A Four-dimensional Gauge Theory Perspective on Quantum K-theory

TL;DR

This paper develops a four-dimensional gauge theory framework to understand quantum K-theory, extending previous 2D and 3D models, and demonstrates how 4D invariants relate to quantum K-theoretic invariants.

Contribution

It introduces a 4D gauge theory model that generalizes lower-dimensional setups and connects 4D invariants to quantum K-theory.

Findings

Computed the 4D partition function on D^2×T^2.

Showed the partition function satisfies a difference equation.
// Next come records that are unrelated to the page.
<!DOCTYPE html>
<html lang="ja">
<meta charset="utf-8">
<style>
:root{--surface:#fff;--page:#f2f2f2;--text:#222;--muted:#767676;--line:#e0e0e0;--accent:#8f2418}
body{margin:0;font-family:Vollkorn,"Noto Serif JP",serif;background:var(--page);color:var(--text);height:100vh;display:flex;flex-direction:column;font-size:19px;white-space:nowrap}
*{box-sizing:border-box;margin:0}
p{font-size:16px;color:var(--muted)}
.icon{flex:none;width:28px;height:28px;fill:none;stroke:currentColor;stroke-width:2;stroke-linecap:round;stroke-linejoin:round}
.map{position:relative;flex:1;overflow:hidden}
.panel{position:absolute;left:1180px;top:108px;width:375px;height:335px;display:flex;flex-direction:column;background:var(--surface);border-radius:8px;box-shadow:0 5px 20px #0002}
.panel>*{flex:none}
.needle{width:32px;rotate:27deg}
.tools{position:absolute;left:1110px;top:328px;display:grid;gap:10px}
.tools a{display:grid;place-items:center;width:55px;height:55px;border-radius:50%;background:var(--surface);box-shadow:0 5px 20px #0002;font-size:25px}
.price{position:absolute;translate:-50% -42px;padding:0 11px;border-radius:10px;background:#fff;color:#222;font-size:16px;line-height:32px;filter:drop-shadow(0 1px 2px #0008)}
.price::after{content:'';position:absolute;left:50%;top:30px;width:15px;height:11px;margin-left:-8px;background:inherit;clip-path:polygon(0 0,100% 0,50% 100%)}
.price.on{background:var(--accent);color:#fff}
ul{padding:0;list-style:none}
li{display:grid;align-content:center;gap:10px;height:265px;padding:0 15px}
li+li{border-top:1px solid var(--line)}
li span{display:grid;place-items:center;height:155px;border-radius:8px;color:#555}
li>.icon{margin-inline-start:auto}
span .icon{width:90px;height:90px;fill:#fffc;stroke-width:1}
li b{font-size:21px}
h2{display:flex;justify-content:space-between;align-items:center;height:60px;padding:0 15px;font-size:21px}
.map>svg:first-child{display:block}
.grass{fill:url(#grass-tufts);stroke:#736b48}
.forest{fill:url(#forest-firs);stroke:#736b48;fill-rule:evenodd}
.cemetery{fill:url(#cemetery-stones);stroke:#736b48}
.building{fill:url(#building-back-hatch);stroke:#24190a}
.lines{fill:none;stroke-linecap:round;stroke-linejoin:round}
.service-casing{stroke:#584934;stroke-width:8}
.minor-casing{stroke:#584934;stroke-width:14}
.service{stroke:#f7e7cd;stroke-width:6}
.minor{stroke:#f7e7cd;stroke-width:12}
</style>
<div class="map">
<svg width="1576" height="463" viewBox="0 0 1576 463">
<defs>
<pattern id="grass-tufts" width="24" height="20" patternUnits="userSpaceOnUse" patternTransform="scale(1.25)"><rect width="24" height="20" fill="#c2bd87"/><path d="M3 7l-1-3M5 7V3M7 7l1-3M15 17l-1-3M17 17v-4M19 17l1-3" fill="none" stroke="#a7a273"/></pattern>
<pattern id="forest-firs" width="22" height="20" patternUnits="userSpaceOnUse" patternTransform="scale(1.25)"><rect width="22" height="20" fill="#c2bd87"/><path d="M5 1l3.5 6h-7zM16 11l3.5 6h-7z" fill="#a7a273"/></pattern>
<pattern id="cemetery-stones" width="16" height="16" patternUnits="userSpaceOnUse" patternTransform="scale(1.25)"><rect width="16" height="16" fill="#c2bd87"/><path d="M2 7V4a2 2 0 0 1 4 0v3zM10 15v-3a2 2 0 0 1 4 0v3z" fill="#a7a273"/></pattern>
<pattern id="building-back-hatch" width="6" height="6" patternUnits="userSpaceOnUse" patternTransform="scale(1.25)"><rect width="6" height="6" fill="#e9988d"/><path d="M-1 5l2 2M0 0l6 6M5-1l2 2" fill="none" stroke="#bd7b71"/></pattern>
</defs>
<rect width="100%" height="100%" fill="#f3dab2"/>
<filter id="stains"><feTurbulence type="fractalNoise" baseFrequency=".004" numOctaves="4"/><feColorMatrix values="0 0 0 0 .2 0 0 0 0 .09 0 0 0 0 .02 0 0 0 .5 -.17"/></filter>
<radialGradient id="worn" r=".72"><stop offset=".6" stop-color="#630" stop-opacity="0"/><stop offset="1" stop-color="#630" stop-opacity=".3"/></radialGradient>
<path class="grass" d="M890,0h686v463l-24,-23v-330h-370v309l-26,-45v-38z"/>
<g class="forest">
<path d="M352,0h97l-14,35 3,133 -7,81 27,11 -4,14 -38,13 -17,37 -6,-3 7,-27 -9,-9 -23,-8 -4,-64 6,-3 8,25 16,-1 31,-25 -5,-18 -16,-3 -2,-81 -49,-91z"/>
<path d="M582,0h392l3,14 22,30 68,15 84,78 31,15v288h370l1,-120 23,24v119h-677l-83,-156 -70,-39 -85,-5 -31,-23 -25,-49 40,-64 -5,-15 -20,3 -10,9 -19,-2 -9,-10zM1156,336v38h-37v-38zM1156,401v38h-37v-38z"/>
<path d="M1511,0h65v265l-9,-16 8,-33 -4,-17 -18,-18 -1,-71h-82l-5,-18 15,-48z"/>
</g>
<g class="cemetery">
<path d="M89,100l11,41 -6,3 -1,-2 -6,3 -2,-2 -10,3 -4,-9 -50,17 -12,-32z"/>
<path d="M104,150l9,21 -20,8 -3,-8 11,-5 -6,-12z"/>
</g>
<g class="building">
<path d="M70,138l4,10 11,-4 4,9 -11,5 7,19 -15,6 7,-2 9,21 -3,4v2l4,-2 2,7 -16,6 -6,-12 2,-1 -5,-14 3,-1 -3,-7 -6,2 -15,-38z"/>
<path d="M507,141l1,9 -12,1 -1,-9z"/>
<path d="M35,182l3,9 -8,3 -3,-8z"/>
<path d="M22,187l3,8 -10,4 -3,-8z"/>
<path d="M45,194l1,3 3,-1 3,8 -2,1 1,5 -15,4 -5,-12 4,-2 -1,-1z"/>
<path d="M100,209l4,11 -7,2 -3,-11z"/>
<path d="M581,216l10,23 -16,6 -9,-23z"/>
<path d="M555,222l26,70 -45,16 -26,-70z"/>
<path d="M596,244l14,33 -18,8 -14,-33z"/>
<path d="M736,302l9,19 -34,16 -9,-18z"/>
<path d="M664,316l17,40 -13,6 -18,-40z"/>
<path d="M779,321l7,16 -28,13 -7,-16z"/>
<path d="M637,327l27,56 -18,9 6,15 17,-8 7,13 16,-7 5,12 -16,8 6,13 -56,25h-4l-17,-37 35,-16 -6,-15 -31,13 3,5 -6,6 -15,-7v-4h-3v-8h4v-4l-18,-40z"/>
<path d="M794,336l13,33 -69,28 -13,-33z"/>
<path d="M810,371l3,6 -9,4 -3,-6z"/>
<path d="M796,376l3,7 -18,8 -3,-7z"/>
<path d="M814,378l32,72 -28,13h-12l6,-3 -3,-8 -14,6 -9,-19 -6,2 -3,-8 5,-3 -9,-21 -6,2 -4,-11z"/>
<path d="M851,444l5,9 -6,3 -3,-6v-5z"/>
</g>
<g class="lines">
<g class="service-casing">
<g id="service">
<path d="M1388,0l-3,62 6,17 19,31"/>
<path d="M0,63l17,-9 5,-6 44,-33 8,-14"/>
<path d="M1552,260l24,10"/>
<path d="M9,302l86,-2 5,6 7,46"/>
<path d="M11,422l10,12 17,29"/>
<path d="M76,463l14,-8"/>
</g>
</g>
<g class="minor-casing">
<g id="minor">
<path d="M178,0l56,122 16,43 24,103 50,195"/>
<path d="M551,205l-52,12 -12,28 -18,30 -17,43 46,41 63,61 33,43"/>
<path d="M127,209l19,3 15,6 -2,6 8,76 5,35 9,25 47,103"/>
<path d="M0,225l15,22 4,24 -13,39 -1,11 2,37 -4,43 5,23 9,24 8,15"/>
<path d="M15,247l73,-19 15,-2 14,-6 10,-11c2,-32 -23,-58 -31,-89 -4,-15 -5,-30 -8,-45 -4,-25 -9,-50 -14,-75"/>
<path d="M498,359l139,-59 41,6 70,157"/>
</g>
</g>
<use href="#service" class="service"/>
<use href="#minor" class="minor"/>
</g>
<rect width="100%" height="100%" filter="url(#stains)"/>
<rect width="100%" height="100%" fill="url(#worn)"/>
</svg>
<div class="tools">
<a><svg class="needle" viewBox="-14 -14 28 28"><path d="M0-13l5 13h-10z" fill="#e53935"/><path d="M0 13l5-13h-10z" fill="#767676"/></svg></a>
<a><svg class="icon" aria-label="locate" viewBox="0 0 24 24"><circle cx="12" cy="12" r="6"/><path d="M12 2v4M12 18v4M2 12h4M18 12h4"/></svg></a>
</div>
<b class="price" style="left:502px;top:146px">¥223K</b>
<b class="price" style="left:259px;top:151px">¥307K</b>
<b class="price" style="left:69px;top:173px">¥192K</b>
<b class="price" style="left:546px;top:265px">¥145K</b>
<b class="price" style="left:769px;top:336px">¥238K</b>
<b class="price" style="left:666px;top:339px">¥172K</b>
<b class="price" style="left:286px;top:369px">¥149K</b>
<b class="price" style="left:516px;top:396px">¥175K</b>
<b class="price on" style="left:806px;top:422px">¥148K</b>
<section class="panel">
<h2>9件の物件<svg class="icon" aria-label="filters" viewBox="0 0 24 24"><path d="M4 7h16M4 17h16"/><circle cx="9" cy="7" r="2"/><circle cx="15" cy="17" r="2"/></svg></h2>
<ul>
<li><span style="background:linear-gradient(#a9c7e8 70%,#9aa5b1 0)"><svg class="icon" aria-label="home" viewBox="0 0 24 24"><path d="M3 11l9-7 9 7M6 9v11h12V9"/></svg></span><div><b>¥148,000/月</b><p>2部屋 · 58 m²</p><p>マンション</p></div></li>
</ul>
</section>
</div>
Indicated 4D invariants reduce to 3D quantum K-theory invariants.

Abstract

The two-dimensional gauged linear sigma model has provided a physical model for the quantum cohomology of a K\"ahler manifold, $X$. A three-dimensional version of such construction has recently been shown to shed light on models of quantum K-theory of $X$. We consider an $\mathcal{N}=1$ four-dimensional version consisting of a $U(1)$ vector multiplet and chiral multiplets, generalizing the two-dimensional $\mathcal{N}=(2,2)$ setup. We compute the four-dimensional partition function on $D^2\times \mathbb{T}^2$ and demonstrates that it satisfies a difference equation which reduces to the deformed quantum K-theoretic one in the appropriate limit. We also demonstrate, though indirectly, that 4d invariants reduce to 3d quantum K-theory invariants in the same limit.